----- Excerpted records -----
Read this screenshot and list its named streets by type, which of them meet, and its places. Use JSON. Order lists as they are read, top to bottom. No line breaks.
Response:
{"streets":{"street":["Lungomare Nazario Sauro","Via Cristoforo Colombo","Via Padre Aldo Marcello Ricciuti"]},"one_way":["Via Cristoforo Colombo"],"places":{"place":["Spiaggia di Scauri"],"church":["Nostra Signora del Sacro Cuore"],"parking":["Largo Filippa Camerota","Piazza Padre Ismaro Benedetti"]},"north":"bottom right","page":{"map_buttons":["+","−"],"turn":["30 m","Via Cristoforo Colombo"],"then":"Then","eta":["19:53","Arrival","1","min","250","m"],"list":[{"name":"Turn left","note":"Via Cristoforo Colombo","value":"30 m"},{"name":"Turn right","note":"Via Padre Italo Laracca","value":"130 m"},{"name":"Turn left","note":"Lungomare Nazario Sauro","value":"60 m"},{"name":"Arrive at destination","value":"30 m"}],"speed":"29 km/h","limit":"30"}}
-----
----- Excerpted records -----
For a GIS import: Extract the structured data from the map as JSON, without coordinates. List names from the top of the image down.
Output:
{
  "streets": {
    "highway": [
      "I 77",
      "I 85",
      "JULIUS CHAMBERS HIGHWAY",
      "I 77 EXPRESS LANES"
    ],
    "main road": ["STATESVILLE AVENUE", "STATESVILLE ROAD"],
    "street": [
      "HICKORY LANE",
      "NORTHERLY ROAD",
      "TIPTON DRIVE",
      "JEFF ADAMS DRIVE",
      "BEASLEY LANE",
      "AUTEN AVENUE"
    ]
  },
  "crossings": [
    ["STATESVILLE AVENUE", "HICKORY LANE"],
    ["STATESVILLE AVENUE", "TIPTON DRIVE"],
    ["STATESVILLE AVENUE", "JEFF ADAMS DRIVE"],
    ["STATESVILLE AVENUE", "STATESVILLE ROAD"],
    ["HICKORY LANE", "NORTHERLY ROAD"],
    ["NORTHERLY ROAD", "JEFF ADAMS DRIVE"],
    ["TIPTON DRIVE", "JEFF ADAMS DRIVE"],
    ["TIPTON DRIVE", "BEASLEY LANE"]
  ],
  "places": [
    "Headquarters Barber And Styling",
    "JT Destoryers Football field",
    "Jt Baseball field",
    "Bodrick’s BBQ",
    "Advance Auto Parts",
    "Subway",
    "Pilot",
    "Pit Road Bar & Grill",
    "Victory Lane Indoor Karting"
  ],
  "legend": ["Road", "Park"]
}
-----
----- Excerpted records -----
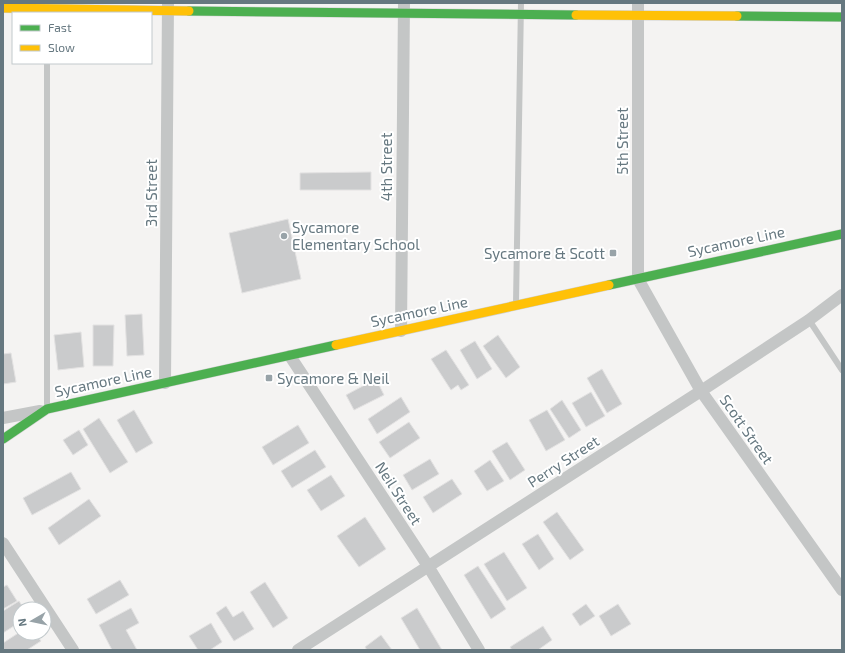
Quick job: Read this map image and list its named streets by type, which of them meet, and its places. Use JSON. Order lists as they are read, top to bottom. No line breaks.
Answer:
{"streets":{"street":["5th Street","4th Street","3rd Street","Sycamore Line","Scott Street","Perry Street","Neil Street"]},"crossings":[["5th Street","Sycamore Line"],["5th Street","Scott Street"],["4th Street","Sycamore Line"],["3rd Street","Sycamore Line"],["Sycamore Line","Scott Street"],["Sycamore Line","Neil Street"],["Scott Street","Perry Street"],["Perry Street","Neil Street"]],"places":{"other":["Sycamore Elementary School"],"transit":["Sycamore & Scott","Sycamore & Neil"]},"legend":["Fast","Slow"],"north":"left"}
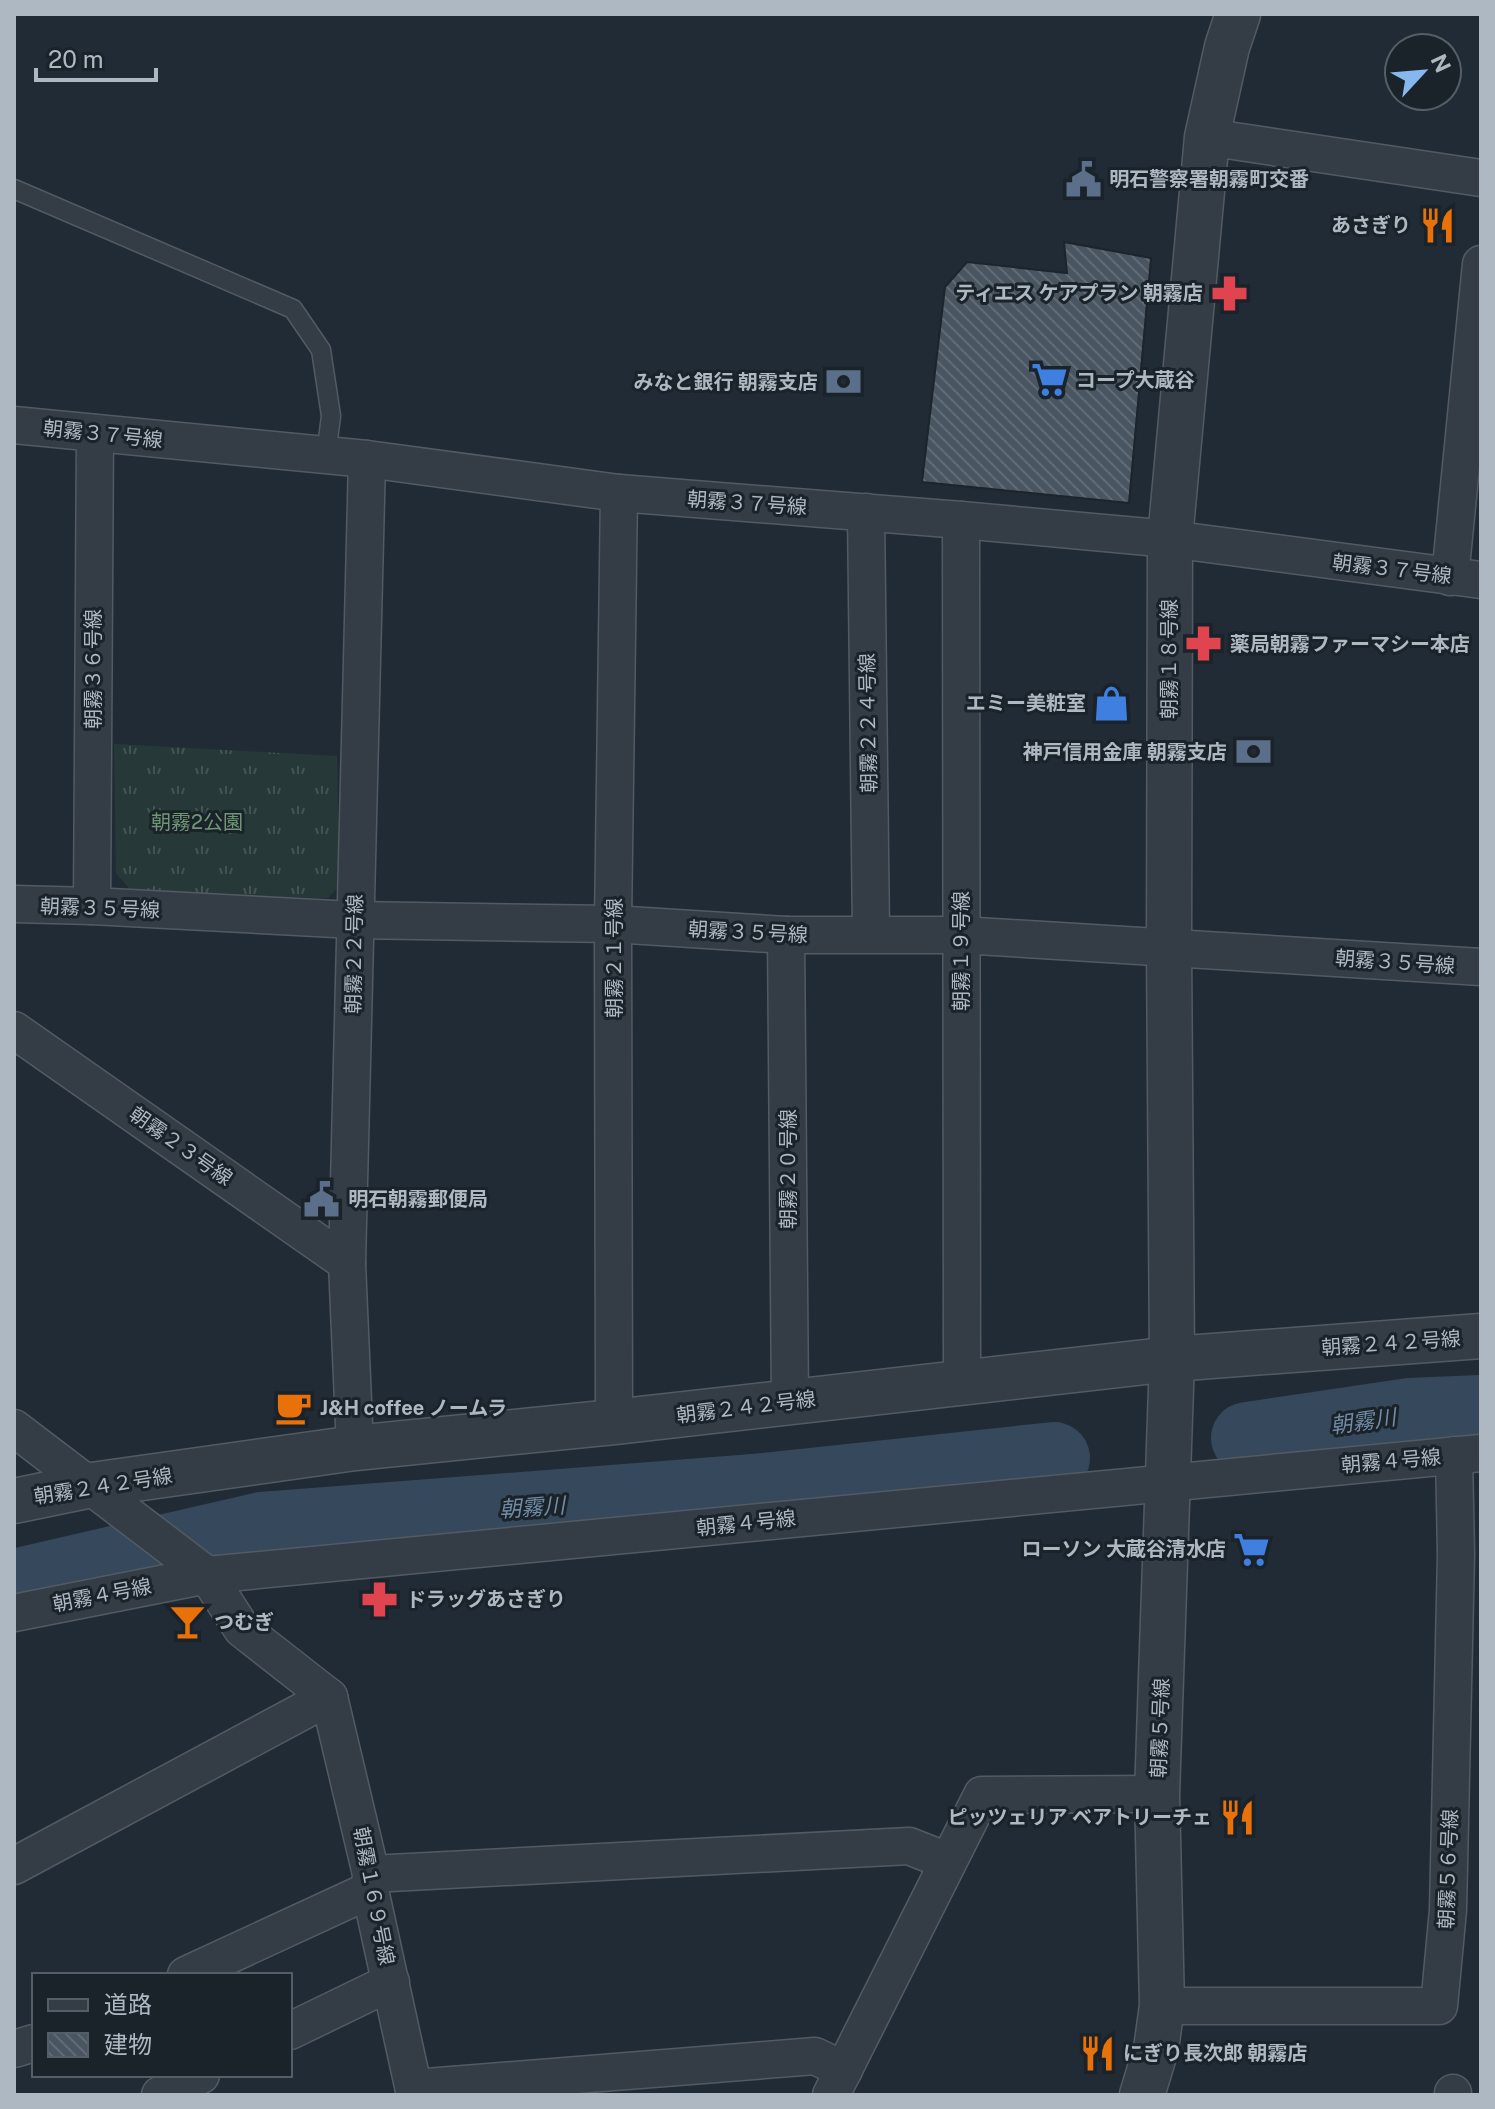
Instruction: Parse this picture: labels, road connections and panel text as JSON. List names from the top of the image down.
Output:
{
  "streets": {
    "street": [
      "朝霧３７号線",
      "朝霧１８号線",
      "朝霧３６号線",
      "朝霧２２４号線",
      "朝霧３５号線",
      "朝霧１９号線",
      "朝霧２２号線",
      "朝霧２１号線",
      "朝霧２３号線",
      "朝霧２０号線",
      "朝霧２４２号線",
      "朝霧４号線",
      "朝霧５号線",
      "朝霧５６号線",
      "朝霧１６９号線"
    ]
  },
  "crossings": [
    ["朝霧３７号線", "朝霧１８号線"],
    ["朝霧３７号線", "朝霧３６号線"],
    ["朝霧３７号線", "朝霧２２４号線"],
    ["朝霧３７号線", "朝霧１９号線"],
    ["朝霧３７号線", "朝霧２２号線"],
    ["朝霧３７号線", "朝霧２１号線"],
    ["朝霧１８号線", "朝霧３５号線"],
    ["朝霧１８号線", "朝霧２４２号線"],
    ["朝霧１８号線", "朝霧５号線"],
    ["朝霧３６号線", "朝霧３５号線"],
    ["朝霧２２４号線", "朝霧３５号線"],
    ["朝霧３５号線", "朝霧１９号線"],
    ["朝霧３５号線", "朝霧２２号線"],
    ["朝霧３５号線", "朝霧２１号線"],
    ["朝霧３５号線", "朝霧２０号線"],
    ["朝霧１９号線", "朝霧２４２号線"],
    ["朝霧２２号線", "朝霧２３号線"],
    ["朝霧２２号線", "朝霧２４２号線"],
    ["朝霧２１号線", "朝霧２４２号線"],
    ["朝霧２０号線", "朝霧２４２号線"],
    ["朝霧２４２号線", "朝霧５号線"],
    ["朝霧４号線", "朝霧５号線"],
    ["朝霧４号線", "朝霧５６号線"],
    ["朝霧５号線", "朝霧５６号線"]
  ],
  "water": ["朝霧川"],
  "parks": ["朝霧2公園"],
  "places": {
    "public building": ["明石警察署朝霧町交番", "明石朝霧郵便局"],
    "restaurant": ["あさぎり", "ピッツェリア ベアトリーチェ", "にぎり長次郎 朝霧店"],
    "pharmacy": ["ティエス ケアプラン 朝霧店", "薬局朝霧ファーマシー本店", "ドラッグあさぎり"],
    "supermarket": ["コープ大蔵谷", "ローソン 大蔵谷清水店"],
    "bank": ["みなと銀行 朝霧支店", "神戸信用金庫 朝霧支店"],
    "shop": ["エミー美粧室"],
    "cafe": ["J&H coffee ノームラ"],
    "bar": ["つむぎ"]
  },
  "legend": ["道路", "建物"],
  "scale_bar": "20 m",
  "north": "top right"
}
-----
What this task involves ::
Using the listing, filter for "which" and return the matching lines.

Task answer ::
Read this screenshot and list its named streets by type, which of them meet, and its places. Use JSON. Order lists as they are read, top to bottom. No line breaks.
Quick job: Read this map image and list its named streets by type, which of them meet, and its places. Use JSON. Order lists as they are read, top to bottom. No line breaks.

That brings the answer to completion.